WHAT TO WORK ON: Give back every line of the material below that has the string "Drive".
DATA SECTION Block Start
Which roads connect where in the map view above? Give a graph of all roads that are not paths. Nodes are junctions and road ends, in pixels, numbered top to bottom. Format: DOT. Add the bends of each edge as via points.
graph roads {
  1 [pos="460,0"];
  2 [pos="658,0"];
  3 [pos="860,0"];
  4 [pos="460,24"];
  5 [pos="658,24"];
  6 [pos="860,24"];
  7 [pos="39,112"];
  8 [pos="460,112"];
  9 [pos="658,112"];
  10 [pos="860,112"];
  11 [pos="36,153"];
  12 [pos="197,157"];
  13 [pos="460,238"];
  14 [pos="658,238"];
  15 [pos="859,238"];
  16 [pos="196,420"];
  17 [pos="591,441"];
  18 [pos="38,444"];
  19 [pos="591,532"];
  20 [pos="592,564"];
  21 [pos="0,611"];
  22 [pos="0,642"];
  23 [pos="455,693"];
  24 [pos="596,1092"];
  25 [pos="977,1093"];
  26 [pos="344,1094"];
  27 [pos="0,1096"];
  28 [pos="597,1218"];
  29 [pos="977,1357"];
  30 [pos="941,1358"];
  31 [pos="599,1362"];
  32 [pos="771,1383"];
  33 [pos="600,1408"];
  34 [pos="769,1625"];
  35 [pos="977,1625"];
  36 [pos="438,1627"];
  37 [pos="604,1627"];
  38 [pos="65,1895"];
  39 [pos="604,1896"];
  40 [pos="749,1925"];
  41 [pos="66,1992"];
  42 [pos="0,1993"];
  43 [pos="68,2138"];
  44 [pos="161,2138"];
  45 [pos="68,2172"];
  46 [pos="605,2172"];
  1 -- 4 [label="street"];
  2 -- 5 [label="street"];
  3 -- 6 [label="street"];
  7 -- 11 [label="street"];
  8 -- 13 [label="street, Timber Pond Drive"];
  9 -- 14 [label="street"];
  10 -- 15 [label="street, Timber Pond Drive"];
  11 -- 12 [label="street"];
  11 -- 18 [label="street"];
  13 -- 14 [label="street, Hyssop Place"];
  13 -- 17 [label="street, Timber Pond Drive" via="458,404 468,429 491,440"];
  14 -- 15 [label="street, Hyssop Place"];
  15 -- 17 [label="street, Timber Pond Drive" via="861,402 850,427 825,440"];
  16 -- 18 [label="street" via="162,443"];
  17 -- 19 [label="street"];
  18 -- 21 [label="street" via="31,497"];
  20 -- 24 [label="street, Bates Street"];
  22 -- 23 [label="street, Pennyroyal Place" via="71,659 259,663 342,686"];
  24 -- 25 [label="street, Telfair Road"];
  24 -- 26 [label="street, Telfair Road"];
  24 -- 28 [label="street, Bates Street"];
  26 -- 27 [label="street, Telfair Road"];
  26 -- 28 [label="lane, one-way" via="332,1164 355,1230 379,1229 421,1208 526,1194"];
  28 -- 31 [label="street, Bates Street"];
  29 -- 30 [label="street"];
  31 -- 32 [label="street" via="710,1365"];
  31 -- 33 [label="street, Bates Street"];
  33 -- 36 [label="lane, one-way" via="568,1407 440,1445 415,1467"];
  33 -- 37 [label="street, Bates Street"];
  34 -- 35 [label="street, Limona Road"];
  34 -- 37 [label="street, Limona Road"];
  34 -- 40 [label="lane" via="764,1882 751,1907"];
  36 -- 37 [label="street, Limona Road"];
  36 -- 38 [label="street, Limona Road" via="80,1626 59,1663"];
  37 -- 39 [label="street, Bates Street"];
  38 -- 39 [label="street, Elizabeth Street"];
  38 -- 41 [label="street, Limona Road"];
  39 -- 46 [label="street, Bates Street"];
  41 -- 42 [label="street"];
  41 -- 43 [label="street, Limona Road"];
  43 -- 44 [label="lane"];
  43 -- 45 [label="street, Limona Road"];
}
DATA SECTION Block End
RESULT FOR THIS EXERCISE:
  8 -- 13 [label="street, Timber Pond Drive"];
  10 -- 15 [label="street, Timber Pond Drive"];
  13 -- 17 [label="street, Timber Pond Drive" via="458,404 468,429 491,440"];
  15 -- 17 [label="street, Timber Pond Drive" via="861,402 850,427 825,440"];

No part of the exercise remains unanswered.